#### Exercise materials

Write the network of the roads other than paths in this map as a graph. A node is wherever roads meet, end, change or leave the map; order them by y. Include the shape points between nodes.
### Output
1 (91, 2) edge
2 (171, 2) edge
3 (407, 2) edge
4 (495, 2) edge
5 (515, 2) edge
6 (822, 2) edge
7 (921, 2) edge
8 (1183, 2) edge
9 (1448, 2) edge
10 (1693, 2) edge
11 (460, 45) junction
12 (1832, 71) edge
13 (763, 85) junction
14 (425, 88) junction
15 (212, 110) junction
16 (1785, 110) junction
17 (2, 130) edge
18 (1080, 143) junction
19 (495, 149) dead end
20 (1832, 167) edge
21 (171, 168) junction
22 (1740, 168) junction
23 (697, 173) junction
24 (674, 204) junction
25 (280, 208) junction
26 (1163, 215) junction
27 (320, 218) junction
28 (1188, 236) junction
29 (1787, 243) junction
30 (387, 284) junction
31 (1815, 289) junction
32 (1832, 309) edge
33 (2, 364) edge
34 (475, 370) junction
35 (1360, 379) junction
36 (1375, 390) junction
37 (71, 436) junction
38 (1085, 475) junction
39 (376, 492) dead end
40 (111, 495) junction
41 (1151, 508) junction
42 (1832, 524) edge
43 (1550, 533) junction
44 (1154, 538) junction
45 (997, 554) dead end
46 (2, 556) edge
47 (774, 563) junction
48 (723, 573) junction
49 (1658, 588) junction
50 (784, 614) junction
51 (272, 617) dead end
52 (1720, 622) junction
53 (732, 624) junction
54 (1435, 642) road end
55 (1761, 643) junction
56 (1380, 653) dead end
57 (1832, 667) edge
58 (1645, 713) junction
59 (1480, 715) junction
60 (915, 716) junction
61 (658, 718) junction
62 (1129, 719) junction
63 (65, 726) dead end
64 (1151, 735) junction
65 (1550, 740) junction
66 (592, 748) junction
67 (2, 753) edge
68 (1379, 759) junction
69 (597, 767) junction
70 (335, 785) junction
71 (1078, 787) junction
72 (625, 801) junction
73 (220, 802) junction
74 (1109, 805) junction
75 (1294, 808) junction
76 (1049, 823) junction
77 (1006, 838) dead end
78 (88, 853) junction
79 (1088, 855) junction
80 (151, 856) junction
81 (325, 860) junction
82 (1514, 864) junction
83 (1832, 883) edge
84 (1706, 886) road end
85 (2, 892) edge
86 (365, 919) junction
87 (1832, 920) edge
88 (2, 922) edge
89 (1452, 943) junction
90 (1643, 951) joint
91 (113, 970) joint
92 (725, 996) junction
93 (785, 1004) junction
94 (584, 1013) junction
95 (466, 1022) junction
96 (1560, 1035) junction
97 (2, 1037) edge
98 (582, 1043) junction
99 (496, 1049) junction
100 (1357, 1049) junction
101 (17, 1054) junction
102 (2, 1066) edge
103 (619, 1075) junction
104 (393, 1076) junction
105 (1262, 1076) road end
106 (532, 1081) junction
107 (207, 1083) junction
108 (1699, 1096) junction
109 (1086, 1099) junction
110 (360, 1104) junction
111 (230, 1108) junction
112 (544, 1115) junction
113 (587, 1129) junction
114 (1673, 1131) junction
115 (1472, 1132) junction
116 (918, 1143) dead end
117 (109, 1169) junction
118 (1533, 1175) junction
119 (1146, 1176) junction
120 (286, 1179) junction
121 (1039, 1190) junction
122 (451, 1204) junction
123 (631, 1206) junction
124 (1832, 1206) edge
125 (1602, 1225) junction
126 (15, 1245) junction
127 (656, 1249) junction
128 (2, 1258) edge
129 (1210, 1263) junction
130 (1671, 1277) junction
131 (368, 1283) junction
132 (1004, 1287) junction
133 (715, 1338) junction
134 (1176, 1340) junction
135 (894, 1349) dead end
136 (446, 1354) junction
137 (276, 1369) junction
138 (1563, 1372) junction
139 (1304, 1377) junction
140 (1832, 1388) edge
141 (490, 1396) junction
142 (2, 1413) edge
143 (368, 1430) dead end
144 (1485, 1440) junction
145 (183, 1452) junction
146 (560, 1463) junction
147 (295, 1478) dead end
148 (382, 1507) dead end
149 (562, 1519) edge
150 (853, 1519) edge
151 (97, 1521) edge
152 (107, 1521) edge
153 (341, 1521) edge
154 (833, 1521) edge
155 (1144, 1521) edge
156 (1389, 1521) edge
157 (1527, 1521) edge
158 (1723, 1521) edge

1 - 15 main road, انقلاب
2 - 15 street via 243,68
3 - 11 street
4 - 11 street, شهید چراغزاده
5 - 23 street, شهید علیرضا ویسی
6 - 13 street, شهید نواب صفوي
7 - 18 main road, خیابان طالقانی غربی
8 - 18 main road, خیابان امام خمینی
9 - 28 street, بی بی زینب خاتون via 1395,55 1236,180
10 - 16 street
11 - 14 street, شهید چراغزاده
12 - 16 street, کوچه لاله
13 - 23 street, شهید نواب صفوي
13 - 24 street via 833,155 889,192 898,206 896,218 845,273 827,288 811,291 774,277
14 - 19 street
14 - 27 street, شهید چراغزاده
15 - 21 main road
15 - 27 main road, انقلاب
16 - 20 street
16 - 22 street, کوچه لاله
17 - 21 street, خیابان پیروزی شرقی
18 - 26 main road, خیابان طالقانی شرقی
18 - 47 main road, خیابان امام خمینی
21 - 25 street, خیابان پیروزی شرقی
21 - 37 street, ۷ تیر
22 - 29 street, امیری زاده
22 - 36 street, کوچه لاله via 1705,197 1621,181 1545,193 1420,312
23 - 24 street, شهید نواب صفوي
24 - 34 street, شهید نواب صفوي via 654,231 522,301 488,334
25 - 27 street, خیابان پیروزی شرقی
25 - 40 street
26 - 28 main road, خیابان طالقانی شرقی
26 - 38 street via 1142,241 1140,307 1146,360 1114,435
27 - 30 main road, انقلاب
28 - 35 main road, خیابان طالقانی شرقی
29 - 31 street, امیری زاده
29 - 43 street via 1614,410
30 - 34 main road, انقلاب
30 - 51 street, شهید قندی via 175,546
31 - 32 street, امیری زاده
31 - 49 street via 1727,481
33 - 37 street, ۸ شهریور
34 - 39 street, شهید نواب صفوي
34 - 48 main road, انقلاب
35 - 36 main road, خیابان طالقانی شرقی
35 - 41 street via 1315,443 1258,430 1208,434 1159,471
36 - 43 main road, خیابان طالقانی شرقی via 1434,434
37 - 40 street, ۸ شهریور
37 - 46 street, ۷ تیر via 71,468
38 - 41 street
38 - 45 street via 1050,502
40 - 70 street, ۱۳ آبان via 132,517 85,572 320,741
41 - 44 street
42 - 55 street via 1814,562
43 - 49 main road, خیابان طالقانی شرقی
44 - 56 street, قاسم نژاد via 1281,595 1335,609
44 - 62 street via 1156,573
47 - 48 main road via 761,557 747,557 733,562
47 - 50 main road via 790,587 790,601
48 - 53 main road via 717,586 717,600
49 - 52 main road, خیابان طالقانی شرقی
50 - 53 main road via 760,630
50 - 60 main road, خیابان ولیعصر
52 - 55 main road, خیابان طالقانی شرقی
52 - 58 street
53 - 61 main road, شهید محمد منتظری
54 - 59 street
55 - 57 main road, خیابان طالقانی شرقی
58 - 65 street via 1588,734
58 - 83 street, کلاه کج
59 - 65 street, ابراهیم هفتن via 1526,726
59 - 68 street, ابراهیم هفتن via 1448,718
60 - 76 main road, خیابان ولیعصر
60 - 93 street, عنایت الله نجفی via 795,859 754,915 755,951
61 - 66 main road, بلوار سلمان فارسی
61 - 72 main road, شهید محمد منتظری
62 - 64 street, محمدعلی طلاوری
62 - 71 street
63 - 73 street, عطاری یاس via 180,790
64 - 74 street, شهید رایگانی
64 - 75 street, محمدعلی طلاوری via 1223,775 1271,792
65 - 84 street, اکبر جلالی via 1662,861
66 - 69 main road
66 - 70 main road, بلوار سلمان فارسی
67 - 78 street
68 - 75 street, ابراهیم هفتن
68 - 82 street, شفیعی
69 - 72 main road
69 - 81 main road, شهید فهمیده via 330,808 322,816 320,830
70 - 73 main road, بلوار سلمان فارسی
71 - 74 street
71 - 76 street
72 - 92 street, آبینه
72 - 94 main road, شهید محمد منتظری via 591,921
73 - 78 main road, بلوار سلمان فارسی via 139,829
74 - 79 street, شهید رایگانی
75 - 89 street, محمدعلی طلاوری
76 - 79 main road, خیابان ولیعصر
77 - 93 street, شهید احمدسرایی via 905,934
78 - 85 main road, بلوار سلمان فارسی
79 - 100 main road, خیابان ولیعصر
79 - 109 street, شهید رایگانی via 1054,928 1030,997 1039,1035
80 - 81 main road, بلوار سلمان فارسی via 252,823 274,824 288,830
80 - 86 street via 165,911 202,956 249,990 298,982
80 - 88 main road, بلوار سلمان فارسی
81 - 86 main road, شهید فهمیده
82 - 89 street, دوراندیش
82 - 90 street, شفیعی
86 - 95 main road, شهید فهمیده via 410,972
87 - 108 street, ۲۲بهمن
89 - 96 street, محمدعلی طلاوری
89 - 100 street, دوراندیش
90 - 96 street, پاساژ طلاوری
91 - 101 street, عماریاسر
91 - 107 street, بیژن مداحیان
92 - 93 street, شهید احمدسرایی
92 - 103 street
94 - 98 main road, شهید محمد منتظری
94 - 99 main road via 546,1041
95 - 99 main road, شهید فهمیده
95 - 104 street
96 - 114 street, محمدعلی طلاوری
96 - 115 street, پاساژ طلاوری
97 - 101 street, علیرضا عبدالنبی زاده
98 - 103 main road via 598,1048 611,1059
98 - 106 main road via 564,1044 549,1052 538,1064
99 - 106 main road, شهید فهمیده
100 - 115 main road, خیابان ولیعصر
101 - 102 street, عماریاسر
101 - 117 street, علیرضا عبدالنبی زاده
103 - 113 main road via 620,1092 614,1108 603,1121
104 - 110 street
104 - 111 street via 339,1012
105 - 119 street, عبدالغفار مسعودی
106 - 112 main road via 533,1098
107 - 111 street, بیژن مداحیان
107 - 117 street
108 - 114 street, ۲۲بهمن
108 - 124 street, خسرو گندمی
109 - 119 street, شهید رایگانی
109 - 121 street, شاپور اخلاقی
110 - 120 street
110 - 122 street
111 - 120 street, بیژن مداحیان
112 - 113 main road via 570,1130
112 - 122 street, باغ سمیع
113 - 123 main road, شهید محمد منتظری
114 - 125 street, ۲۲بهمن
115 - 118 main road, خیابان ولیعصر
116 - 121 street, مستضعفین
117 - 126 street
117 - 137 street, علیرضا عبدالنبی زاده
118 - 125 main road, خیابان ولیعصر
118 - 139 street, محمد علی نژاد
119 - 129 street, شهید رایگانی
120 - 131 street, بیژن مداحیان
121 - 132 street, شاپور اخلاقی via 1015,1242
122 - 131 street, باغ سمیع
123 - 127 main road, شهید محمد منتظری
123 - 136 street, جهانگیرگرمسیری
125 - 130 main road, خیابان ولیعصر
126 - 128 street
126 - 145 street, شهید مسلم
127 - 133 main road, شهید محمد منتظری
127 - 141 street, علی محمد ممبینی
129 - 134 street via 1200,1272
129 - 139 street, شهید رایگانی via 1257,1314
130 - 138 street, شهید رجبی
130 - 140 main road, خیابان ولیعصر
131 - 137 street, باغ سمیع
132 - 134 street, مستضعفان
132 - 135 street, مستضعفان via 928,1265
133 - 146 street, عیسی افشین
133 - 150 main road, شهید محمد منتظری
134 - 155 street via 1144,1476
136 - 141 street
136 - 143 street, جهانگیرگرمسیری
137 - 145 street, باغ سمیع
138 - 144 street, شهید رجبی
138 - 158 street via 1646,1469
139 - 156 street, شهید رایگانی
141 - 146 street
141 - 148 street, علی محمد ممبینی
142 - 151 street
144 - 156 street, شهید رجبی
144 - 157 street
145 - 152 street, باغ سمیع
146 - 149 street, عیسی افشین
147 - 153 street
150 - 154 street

#### What is being asked
Write out each line above that contains the word "انقلاب".

#### Exercise response
1 - 15 main road, انقلاب
15 - 27 main road, انقلاب
27 - 30 main road, انقلاب
30 - 34 main road, انقلاب
34 - 48 main road, انقلاب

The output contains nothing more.